Severus shook his head, eyes closed. "I can't see the light," he said, and it sounded dug out, from his heart. A plea.
"You won't be of use to me or anyone else without it." Dumbledore braced himself forward on the desk. He began to whisper, like it was a secret. "Just count to three," he said, "and decide it's there."
He lifted himself out of the memory. He restored it to himself and then something occurred to him. He thought of those early days, with Lily. One more. He formed it in is mind, dropped it into the basin, dived back in.
He was in the field surrounding the playground near Spinner's End, with Lily in the grass. He was trying to explain to her about his parents. He was ten.
"They fight," he was saying. Lily was looking mildly at the sky and he was looking at her.
"My parents fight too," she said, reaching out to give his hand a squeeze. "Then they get over it.

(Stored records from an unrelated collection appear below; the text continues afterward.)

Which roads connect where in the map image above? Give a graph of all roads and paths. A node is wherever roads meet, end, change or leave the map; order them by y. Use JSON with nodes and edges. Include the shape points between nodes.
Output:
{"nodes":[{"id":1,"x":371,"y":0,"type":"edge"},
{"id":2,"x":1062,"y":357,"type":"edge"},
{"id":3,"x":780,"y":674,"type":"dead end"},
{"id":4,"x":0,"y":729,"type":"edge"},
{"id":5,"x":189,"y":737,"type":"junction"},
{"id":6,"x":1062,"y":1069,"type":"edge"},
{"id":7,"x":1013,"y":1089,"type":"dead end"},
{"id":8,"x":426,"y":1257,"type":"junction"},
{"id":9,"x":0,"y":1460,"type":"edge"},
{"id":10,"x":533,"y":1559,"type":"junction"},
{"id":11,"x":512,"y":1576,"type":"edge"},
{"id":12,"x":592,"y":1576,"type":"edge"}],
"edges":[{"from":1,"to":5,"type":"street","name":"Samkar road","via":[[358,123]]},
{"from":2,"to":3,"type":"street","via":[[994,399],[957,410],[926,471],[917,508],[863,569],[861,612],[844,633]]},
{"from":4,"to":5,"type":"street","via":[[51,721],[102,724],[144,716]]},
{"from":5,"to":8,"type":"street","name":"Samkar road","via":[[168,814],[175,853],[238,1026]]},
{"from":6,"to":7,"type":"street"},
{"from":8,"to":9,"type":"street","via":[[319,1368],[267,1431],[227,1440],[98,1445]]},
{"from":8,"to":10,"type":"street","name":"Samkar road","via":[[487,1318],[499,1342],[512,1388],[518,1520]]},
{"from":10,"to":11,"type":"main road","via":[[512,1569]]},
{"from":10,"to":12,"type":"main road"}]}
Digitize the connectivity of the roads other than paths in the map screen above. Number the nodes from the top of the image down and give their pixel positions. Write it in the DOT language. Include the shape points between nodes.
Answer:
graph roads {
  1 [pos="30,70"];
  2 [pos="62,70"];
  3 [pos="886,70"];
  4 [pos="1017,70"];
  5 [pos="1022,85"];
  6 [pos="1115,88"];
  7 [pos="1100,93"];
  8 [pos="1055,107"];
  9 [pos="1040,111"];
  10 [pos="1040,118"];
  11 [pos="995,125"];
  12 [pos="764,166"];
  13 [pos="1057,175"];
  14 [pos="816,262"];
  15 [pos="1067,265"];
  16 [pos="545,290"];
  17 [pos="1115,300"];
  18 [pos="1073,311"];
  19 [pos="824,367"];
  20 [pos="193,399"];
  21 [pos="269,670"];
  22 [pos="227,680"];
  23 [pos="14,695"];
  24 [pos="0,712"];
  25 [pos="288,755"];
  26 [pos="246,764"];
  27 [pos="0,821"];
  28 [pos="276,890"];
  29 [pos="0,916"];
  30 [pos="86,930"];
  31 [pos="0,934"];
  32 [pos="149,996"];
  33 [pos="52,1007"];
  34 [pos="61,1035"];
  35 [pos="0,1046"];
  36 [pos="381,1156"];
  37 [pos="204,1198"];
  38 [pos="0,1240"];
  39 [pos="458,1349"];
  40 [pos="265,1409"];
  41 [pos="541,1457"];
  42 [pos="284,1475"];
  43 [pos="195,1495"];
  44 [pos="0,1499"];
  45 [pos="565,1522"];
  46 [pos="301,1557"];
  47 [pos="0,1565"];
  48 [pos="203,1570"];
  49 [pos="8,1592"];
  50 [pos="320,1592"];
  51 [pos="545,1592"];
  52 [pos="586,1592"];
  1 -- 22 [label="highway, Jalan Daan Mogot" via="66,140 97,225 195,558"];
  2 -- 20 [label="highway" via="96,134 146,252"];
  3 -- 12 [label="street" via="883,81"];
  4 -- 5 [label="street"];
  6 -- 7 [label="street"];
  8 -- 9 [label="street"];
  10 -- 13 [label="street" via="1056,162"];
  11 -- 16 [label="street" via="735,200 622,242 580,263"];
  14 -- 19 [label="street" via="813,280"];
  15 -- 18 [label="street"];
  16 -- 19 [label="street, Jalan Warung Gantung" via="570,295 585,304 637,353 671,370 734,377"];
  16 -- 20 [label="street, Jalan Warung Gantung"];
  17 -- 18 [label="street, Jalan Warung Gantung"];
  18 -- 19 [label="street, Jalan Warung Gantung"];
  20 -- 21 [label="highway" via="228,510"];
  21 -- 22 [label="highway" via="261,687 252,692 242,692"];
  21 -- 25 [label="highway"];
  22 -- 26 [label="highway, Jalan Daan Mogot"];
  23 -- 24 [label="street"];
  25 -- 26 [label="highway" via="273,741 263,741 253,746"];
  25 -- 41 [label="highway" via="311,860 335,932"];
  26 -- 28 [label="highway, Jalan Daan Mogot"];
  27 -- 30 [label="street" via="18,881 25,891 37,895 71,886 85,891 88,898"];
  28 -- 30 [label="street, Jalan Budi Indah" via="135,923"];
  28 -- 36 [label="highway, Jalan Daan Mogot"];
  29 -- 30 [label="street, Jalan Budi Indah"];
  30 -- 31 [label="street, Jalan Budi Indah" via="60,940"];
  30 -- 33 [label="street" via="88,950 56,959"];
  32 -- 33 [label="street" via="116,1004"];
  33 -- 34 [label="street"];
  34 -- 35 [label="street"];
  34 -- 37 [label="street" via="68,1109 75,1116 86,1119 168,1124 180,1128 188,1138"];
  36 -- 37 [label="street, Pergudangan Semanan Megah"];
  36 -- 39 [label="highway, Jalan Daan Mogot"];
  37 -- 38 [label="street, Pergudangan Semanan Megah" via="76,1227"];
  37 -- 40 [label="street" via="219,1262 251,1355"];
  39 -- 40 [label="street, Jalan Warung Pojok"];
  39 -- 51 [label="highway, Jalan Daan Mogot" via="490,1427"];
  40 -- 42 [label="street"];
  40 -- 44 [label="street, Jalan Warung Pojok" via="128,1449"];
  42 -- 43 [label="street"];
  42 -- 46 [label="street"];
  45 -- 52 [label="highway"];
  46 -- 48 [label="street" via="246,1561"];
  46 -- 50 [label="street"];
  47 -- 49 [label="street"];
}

I'm sure things will go back to normal soon." She let go of him and he changed the subject to something that would surely interest her more- magic.
He was going to sweep through to the next memory, but he found that he didn't need to. He'd thought about them so many times and even without looking again, the difference in all of them, now, was glaring. He rose back out of the Pensieve, returned the memories where they belonged and left the office.
It wasn't that Lily was wrong or bad or even any less lovely in his memory- it was just that now he had something to compare it to. Now he knew what it was like to lie in the grass with someone who understands.
He annotated everything- he'd always be that, the half-blood prince. Talking to someone, anyone. Calling them an idiot.
The day had been busy, so he hadn't finished a Wolfsbane article- an important one. Tonight he sat at his desk with it, quill in hand.
He was writing an amendment to the already amended ingredients list when his hand stopped, mid-word.
Then he wrote:The dawn won't stop weighing a ton.
He crossed it out, so hard he cut through to the other side.
He kept reading-a paragraph about a revised part of the Wolfsbane procedure, one he'd already adopted 2 years ago.
Then,I've done something that I shouldn't have done.
Some space. A little later, his hand dragging down the I haven't stopped loving you once.
"Fuck." He said it out loud, to the room.